9. Il résulte de tout ce qui précède que Mme A... n'est pas fondée à soutenir que c'est à tort que, par le jugement attaqué, le tribunal administratif d'Orléans a rejeté sa demande. Par conséquent, sa requête, y compris ses conclusions relatives aux frais liés au litige, doit être rejetée.

DECIDE :

Article 1er : La requête de Mme A... est rejetée.

Article 2 : Le présent arrêt sera notifié à Mme D... A... et au ministre de l'éducation nationale, de la jeunesse et des sports.

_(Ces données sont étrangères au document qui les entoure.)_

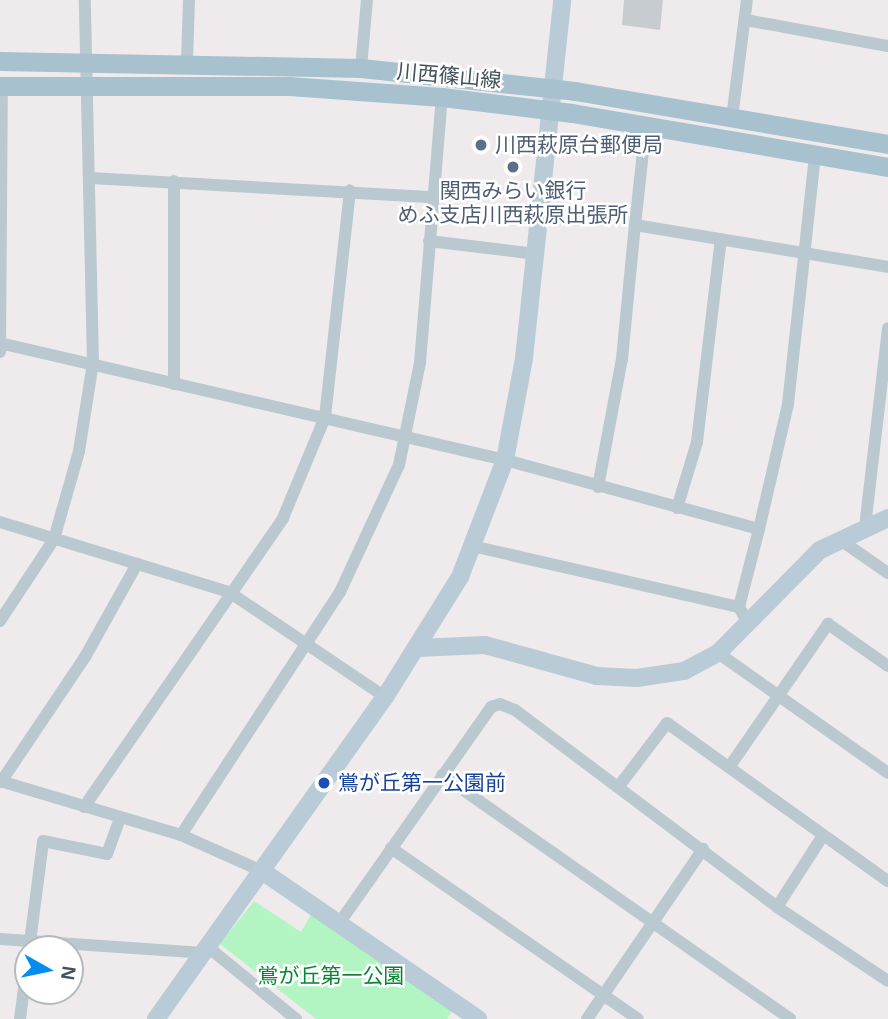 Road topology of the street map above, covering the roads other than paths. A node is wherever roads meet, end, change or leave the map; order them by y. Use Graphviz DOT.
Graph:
graph roads {
  1 [pos="85,0"];
  2 [pos="189,0"];
  3 [pos="367,0"];
  4 [pos="562,0"];
  5 [pos="747,0"];
  6 [pos="746,20"];
  7 [pos="888,46"];
  8 [pos="0,61"];
  9 [pos="87,61"];
  10 [pos="187,61"];
  11 [pos="361,68"];
  12 [pos="1,86"];
  13 [pos="88,86"];
  14 [pos="551,88"];
  15 [pos="442,97"];
  16 [pos="549,109"];
  17 [pos="732,118"];
  18 [pos="646,124"];
  19 [pos="888,144"];
  20 [pos="815,155"];
  21 [pos="888,167"];
  22 [pos="90,178"];
  23 [pos="174,181"];
  24 [pos="350,190"];
  25 [pos="433,197"];
  26 [pos="635,225"];
  27 [pos="721,239"];
  28 [pos="429,241"];
  29 [pos="536,254"];
  30 [pos="805,254"];
  31 [pos="888,267"];
  32 [pos="888,328"];
  33 [pos="1,346"];
  34 [pos="887,354"];
  35 [pos="93,363"];
  36 [pos="174,384"];
  37 [pos="325,417"];
  38 [pos="405,438"];
  39 [pos="505,460"];
  40 [pos="598,488"];
  41 [pos="677,508"];
  42 [pos="888,518"];
  43 [pos="0,522"];
  44 [pos="865,527"];
  45 [pos="759,529"];
  46 [pos="54,539"];
  47 [pos="839,539"];
  48 [pos="472,546"];
  49 [pos="137,564"];
  50 [pos="888,573"];
  51 [pos="229,592"];
  52 [pos="739,607"];
  53 [pos="0,621"];
  54 [pos="748,623"];
  55 [pos="303,642"];
  56 [pos="418,648"];
  57 [pos="719,653"];
  58 [pos="888,666"];
  59 [pos="775,695"];
  60 [pos="385,697"];
  61 [pos="730,766"];
  62 [pos="888,773"];
  63 [pos="442,775"];
  64 [pos="1,782"];
  65 [pos="619,786"];
  66 [pos="84,807"];
  67 [pos="120,818"];
  68 [pos="181,835"];
  69 [pos="822,836"];
  70 [pos="391,848"];
  71 [pos="703,849"];
  72 [pos="262,871"];
  73 [pos="888,881"];
  74 [pos="777,907"];
  75 [pos="340,922"];
  76 [pos="653,922"];
  77 [pos="28,935"];
  78 [pos="84,943"];
  79 [pos="206,950"];
  80 [pos="888,981"];
  81 [pos="603,994"];
  82 [pos="156,1019"];
  83 [pos="296,1019"];
  84 [pos="478,1019"];
  85 [pos="587,1019"];
  86 [pos="638,1019"];
  87 [pos="790,1019"];
  1 -- 9 [label="street"];
  2 -- 10 [label="street"];
  3 -- 11 [label="street"];
  4 -- 14 [label="street"];
  5 -- 6 [label="street"];
  6 -- 7 [label="street"];
  6 -- 17 [label="street"];
  8 -- 9 [label="main road, 川西篠山線"];
  9 -- 10 [label="main road, 川西篠山線"];
  9 -- 13 [label="street"];
  10 -- 11 [label="main road, 川西篠山線"];
  11 -- 14 [label="main road, 川西篠山線"];
  12 -- 13 [label="main road, 川西篠山線"];
  12 -- 33 [label="street"];
  13 -- 15 [label="main road, 川西篠山線"];
  13 -- 22 [label="street"];
  14 -- 16 [label="street"];
  14 -- 17 [label="main road, 川西篠山線"];
  15 -- 16 [label="main road, 川西篠山線"];
  15 -- 25 [label="street"];
  16 -- 18 [label="main road, 川西篠山線"];
  16 -- 29 [label="street"];
  17 -- 19 [label="main road, 川西篠山線"];
  18 -- 20 [label="main road, 川西篠山線"];
  18 -- 26 [label="street"];
  20 -- 21 [label="main road, 川西篠山線"];
  20 -- 30 [label="street"];
  22 -- 23 [label="street"];
  22 -- 35 [label="street"];
  23 -- 24 [label="street"];
  23 -- 36 [label="street"];
  24 -- 25 [label="street"];
  24 -- 37 [label="street"];
  25 -- 28 [label="street"];
  26 -- 27 [label="street"];
  26 -- 40 [label="street"];
  27 -- 30 [label="street"];
  27 -- 41 [label="street"];
  28 -- 29 [label="street"];
  28 -- 38 [label="street"];
  29 -- 39 [label="street"];
  30 -- 31 [label="street"];
  30 -- 45 [label="street"];
  32 -- 34 [label="street"];
  33 -- 35 [label="street"];
  34 -- 44 [label="street"];
  35 -- 36 [label="street"];
  35 -- 46 [label="street"];
  36 -- 37 [label="street"];
  37 -- 38 [label="street"];
  37 -- 51 [label="street"];
  38 -- 39 [label="street"];
  38 -- 55 [label="street"];
  39 -- 40 [label="street"];
  39 -- 48 [label="street"];
  40 -- 41 [label="street"];
  41 -- 45 [label="street"];
  42 -- 44 [label="street"];
  43 -- 46 [label="street"];
  44 -- 47 [label="street"];
  45 -- 52 [label="street"];
  46 -- 49 [label="street"];
  46 -- 53 [label="street"];
  47 -- 50 [label="street"];
  47 -- 54 [label="street"];
  48 -- 52 [label="street"];
  48 -- 56 [label="street"];
  49 -- 51 [label="street"];
  49 -- 64 [label="street"];
  51 -- 55 [label="street"];
  51 -- 66 [label="street"];
  52 -- 54 [label="street"];
  54 -- 57 [label="street"];
  55 -- 60 [label="street"];
  55 -- 68 [label="street"];
  56 -- 57 [label="street"];
  56 -- 60 [label="street"];
  57 -- 59 [label="street"];
  58 -- 59 [label="street"];
  59 -- 61 [label="street"];
  59 -- 62 [label="street"];
  60 -- 72 [label="street"];
  61 -- 65 [label="street"];
  61 -- 69 [label="street"];
  63 -- 65 [label="street"];
  63 -- 70 [label="street"];
  63 -- 76 [label="street"];
  64 -- 66 [label="street"];
  65 -- 71 [label="street"];
  66 -- 67 [label="street"];
  67 -- 68 [label="street"];
  67 -- 77 [label="street"];
  68 -- 72 [label="street"];
  69 -- 73 [label="street"];
  69 -- 74 [label="street"];
  70 -- 75 [label="street"];
  70 -- 81 [label="street"];
  71 -- 74 [label="street"];
  71 -- 76 [label="street"];
  72 -- 75 [label="street"];
  72 -- 79 [label="street"];
  74 -- 80 [label="street"];
  75 -- 84 [label="street"];
  76 -- 81 [label="street"];
  76 -- 87 [label="street"];
  78 -- 79 [label="street"];
  79 -- 82 [label="street"];
  79 -- 83 [label="street"];
  81 -- 85 [label="street"];
  81 -- 86 [label="street"];
}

Délibéré après l'audience du 27 novembre 2020, à laquelle siégeaient :

- M. Gaspon, président de chambre,

- M. Coiffet, président assesseur,

- Mme C..., premier conseiller.

Rendu public par mise à disposition au greffe le 15 décembre 2020.

Le rapporteur,

F. C...Le président,

O. Gaspon

La greffière,

E. Haubois

La République mande et ordonne au ministre de l'éducation nationale, de la jeunesse et des sports en ce qui le concerne, et à tous huissiers de justice à ce requis en ce qui concerne les voies de droit commun contre les parties privées, de pourvoir à l'exécution de la présente décision.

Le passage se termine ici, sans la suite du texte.